Gene-expression molecular subtyping of triple-negative breast cancer tumours: importance of immune response

Affiliations

Gene-expression molecular subtyping of triple-negative breast cancer tumours: importance of immune response

Pascal Jézéquel et al. Breast Cancer Res. .

Abstract

Introduction: Triple-negative breast cancers need to be refined in order to identify therapeutic subgroups of patients.

Methods: We conducted an unsupervised analysis of microarray gene-expression profiles of 107 triple-negative breast cancer patients and undertook robust functional annotation of the molecular entities found by means of numerous approaches including immunohistochemistry and gene-expression signatures. A triple-negative external cohort (n=87) was used for validation.

Results: Fuzzy clustering separated triple-negative tumours into three clusters: C1 (22.4%), C2 (44.9%) and C3 (32.7%). C1 patients were older (mean=64.6 years) than C2 (mean=56.8 years; P=0.03) and C3 patients (mean=51.9 years; P=0.0004). Histological grade and Nottingham prognostic index were higher in C2 and C3 than in C1 (P<0.0001 for both comparisons). Significant event-free survival (P=0.03) was found according to cluster membership: patients belonging to C3 had a better outcome than patients in C1 (P=0.01) and C2 (P=0.02). Event-free survival analysis results were confirmed when our cohort was pooled with the external cohort (n=194; P=0.01). Functional annotation showed that 22% of triple-negative patients were not basal-like (C1). C1 was enriched in luminal subtypes and positive androgen receptor (luminal androgen receptor). C2 could be considered as an almost pure basal-like cluster. C3, enriched in basal-like subtypes but to a lesser extent, included 26% of claudin-low subtypes. Dissection of immune response showed that high immune response and low M2-like macrophages were a hallmark of C3, and that these patients had a better event-free survival than C2 patients, characterized by low immune response and high M2-like macrophages: P=0.02 for our cohort, and P=0.03 for pooled cohorts.

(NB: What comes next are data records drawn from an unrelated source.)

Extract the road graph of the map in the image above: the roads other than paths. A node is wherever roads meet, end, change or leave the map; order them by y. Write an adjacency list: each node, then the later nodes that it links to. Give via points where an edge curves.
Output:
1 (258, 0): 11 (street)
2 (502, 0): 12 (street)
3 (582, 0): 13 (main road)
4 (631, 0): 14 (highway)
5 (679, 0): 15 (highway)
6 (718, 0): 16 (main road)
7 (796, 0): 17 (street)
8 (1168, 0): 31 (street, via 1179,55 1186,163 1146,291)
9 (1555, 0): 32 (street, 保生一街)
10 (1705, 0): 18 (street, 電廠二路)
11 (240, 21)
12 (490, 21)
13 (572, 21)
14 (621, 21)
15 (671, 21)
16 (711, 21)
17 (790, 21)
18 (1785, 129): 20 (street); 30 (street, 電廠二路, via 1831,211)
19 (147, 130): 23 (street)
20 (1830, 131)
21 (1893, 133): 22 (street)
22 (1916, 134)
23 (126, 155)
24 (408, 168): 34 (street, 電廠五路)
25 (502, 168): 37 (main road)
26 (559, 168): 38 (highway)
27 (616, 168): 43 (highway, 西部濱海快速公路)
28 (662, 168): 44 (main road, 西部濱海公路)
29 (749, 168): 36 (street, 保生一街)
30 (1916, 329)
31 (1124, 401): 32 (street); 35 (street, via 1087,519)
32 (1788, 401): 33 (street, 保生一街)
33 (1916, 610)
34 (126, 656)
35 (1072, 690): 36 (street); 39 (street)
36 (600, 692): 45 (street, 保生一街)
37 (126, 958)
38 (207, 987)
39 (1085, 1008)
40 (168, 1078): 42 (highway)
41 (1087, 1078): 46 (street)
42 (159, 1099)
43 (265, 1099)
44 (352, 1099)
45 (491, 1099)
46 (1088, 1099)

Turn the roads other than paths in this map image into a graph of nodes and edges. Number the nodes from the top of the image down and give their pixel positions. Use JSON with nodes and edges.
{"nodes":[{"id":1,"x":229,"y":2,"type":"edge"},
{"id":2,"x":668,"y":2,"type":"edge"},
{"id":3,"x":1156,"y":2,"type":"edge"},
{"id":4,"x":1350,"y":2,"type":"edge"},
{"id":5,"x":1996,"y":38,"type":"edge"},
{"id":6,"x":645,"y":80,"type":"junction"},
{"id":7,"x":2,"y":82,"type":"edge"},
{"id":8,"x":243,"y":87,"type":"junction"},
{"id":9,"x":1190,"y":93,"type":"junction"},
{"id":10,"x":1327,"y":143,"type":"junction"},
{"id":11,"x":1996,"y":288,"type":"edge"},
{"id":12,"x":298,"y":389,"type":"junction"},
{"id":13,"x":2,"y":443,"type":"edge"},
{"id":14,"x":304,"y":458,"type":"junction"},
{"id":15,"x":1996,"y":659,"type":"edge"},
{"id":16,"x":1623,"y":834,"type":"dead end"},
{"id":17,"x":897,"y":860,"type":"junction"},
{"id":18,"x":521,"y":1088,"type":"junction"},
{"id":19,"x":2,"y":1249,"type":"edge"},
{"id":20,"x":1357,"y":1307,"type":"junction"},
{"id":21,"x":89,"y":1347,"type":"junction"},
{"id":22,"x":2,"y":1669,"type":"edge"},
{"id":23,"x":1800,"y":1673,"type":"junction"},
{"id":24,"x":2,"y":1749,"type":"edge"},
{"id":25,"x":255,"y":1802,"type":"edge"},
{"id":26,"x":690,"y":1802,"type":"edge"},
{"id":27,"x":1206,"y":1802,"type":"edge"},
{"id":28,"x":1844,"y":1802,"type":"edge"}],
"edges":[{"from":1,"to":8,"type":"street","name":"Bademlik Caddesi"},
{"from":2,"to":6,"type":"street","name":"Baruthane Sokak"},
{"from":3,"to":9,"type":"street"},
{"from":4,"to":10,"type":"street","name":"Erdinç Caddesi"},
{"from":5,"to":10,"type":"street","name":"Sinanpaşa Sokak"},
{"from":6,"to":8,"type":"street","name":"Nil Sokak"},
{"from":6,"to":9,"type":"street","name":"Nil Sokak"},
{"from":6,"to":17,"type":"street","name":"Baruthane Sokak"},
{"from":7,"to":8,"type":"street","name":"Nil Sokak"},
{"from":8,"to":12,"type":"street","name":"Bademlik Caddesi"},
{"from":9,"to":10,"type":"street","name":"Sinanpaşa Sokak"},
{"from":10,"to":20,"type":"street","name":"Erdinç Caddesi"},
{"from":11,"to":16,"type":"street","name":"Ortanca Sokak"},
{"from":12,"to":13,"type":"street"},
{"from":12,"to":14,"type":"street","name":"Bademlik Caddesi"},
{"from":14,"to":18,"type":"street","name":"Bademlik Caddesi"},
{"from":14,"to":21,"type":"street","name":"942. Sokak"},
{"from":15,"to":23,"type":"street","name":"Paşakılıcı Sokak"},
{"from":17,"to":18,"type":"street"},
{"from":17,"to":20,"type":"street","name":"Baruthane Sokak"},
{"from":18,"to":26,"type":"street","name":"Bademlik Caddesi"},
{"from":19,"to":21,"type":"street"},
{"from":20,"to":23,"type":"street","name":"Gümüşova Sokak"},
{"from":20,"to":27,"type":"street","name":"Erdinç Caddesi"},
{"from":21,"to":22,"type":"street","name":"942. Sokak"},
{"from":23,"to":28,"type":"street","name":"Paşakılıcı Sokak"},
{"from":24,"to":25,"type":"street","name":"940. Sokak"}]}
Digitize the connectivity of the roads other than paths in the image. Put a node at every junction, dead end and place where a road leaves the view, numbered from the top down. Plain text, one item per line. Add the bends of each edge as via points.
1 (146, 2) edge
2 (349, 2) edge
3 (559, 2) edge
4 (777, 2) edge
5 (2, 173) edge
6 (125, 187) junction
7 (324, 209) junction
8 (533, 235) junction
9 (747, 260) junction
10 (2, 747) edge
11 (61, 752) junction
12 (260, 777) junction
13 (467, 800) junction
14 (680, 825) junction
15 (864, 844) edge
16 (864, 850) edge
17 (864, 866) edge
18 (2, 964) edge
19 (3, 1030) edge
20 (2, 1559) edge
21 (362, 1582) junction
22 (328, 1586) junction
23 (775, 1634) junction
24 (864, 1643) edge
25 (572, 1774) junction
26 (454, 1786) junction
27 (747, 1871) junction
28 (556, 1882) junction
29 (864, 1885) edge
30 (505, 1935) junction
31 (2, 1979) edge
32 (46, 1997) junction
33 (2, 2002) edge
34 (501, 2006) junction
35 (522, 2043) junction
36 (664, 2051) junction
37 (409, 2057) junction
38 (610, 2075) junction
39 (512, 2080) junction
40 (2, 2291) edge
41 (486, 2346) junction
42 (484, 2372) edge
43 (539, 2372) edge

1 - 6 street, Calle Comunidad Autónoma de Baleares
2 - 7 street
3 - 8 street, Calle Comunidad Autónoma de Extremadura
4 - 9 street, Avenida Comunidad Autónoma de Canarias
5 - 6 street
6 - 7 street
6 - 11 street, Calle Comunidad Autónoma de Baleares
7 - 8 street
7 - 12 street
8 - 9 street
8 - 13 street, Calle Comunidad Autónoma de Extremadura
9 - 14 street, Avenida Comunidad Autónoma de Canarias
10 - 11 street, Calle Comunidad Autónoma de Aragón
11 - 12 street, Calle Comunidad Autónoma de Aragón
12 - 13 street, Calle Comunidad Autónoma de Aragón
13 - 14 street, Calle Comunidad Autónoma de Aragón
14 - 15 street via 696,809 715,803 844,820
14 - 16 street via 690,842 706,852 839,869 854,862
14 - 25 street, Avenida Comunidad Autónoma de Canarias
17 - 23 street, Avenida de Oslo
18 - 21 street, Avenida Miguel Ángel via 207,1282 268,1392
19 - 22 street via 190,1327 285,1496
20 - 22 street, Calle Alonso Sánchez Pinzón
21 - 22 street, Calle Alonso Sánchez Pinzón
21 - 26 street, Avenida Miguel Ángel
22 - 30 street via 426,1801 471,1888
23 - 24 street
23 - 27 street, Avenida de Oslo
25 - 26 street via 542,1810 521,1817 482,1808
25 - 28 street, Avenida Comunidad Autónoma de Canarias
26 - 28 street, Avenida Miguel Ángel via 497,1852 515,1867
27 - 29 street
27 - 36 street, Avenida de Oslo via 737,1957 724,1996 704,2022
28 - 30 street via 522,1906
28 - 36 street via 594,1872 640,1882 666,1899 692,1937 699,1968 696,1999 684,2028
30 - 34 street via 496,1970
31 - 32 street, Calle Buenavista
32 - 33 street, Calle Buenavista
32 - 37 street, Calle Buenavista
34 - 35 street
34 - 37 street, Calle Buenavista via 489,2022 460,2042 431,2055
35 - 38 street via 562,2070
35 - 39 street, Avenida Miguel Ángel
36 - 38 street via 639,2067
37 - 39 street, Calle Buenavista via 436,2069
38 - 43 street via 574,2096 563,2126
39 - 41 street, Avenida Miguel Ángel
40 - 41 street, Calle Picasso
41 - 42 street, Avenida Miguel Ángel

Conclusions: We identified three subtypes of triple-negative patients: luminal androgen receptor (22%), basal-like with low immune response and high M2-like macrophages (45%), and basal-enriched with high immune response and low M2-like macrophages (33%). We noted out that macrophages and other immune effectors offer a variety of therapeutic targets in breast cancer, and particularly in triple-negative basal-like tumours. Furthermore, we showed that CK5 antibody was better suited than CK5/6 antibody to subtype triple-negative patients.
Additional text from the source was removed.